Scan the entries below. Return every line that includes "Rebouças".

*** Opening RECORD SET ***

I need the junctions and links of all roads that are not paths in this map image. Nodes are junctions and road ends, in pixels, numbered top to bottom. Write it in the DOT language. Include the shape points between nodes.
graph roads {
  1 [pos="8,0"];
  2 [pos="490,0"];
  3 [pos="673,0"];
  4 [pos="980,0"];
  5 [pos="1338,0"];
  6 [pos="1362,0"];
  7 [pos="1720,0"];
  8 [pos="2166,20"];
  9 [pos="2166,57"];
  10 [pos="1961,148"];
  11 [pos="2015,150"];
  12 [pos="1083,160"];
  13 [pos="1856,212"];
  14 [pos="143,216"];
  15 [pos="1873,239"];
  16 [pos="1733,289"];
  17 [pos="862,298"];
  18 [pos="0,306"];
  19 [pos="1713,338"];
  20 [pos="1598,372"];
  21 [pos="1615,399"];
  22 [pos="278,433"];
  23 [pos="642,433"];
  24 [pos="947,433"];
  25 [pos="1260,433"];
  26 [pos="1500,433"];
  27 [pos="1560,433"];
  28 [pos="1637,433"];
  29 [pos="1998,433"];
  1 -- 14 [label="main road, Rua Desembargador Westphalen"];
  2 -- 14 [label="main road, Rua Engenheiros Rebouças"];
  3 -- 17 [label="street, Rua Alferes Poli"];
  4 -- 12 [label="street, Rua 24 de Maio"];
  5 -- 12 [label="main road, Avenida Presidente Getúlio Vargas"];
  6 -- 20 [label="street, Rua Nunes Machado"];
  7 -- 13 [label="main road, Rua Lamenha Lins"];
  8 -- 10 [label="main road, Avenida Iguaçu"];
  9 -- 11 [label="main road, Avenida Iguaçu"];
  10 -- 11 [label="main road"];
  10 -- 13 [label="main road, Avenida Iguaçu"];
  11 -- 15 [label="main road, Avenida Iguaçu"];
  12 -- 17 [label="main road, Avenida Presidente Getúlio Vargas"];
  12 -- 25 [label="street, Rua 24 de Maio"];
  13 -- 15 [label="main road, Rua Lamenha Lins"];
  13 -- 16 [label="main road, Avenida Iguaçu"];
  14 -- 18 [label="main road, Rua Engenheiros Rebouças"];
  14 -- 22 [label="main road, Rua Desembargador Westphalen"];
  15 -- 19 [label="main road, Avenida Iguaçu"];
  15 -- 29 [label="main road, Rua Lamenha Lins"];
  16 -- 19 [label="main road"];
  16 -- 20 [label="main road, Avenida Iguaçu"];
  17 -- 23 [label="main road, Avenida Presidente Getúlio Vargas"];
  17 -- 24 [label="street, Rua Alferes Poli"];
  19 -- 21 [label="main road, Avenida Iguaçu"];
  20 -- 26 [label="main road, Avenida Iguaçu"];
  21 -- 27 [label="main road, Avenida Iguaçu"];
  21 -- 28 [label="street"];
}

*** Closing RECORD SET ***

TASK RESULT:
  2 -- 14 [label="main road, Rua Engenheiros Rebouças"];
  14 -- 18 [label="main road, Rua Engenheiros Rebouças"];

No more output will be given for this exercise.